Cela étant dit, trêve de bavardage ! Afin d’entrer dans le vif du sujet, il me paraît intéressant de vous dire deux mots des intentions de Miwa Nishikawa avec ce film. Pour être tout à fait complet, je dois d’abord vous signaler qu’elle a aussi écrit le scénario et, ce faisant, adapté un roman qu’elle avait publié quelques années auparavant. L’idée de départ lui est venue après la catastrophe de Fukushima. La jeune femme indique qu’elle n’a pas eu à souffrir des conséquences de ce drame effroyable, mais qu’à partir de cet événement tragique, elle s’est intéressée à la façon dont on peut se reconstruire à la suite de la disparition soudaine d’un membre de son entourage. Pour que ce sujet sensible soit un peu plus universel encore, elle a cru bon d’inventer deux personnages masculins, confrontés à la mort de leurs épouses respectives dans un accident routier. Bon… pas question pour moi de trop en dire dès maintenant, mais, comme vous pouvez l’imaginer, leurs réactions ne seront pas les mêmes. Cela vous surprendra, peut-être…

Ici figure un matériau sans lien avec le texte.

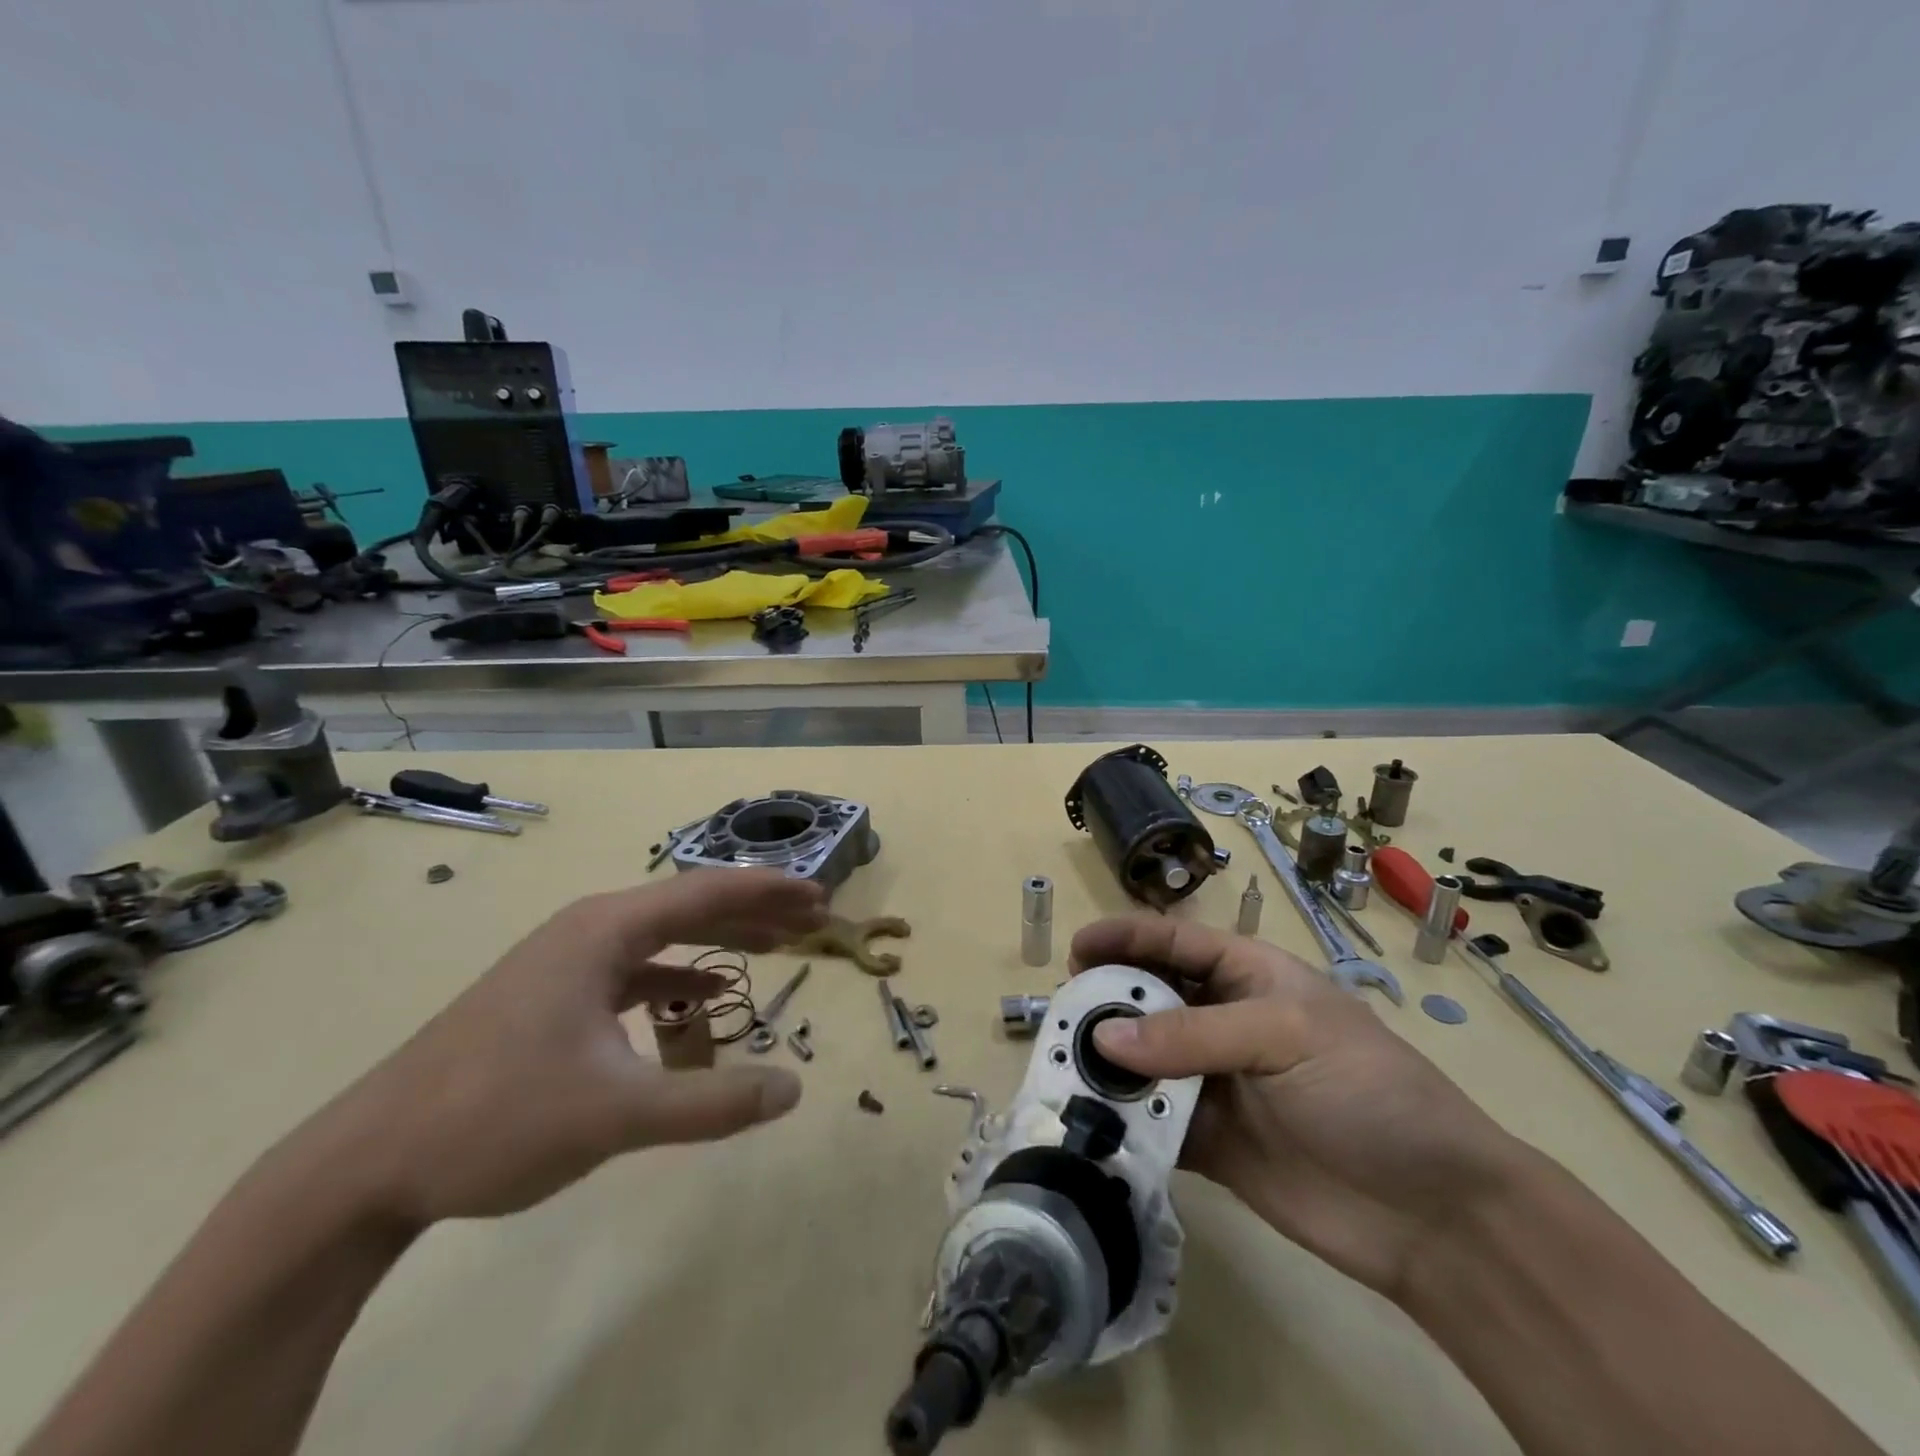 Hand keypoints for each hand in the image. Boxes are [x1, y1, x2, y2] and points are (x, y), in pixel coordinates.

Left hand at [310, 870, 828, 1229]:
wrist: (365, 1165)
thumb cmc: (495, 1119)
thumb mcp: (617, 1113)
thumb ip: (711, 1101)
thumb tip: (794, 1090)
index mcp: (604, 931)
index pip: (707, 892)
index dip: (769, 892)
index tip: (819, 897)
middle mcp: (588, 930)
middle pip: (689, 906)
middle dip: (754, 912)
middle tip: (812, 921)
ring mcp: (565, 961)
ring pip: (662, 936)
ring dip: (719, 941)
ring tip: (774, 947)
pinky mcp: (552, 995)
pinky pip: (633, 969)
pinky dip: (677, 977)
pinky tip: (702, 998)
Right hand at [1069, 917, 1532, 1302]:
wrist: (1434, 1214)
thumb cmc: (1367, 1090)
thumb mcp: (1284, 1035)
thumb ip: (1192, 1034)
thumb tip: (1102, 1039)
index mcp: (1247, 975)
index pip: (1174, 941)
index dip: (1125, 937)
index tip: (1075, 948)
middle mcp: (1224, 1021)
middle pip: (1150, 998)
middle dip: (1106, 1000)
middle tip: (1063, 1015)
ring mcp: (1214, 1082)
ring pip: (1144, 1060)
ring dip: (1106, 1062)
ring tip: (1063, 1066)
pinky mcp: (1209, 1141)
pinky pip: (1152, 1120)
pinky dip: (1122, 1119)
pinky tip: (1090, 1121) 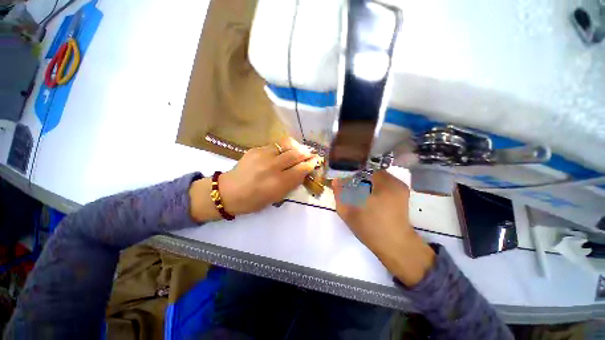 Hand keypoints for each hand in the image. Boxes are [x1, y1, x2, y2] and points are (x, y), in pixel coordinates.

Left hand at [190, 137, 320, 221]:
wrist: (228, 191)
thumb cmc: (253, 201)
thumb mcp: (276, 198)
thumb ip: (291, 184)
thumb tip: (303, 171)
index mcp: (278, 183)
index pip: (301, 169)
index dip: (311, 164)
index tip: (316, 162)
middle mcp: (272, 167)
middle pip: (296, 154)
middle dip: (307, 153)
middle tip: (312, 153)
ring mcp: (263, 155)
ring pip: (287, 144)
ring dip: (297, 146)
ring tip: (301, 149)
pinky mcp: (256, 149)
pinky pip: (276, 145)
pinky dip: (285, 147)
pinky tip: (285, 151)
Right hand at [333, 171, 434, 285]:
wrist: (395, 246)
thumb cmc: (370, 229)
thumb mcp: (349, 213)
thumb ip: (340, 195)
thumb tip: (335, 181)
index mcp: (384, 184)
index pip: (364, 168)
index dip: (353, 172)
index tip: (345, 180)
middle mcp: (395, 182)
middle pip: (372, 172)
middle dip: (360, 177)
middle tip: (351, 186)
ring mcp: (401, 188)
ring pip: (379, 177)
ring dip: (368, 181)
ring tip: (359, 192)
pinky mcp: (403, 194)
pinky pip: (385, 184)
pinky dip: (376, 186)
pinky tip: (370, 197)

C’est vrai aussi qu’il y avait sans doute mille autres façons de raconter cette histoire. Miwa Nishikawa, elle, sollicite notre coeur : elle a le don de faire de nous les témoins d’un double drame intime, sans jamais nous transformer en voyeurs. Elle dit se laisser guider par ses émotions, se déplaçant toujours avec un petit carnet sur elle, pour noter toutes les idées qui lui passent par la tête… à n’importe quel moment ! Elle explique également qu’elle fait confiance à ses acteurs et qu’elle s’efforce de les laisser libres de leurs mouvements, autant que possible. C’est particulièrement vrai pour les enfants qui, vous le verrez, ont une grande importance dans ce joli récit. La cinéaste reconnaît qu’elle n’a pas forcément eu la partie facile, auditionnant 150 bambins pour distribuer chacun des deux rôles. « Je voulais vraiment garder leur côté enfantin, a-t-elle révélé lors d’une interview. Je ne cherchais pas des acteurs, mais des enfants sans expérience de jeu ». Un pari plutôt audacieux, d’autant que le tournage s’est étalé sur neuf mois !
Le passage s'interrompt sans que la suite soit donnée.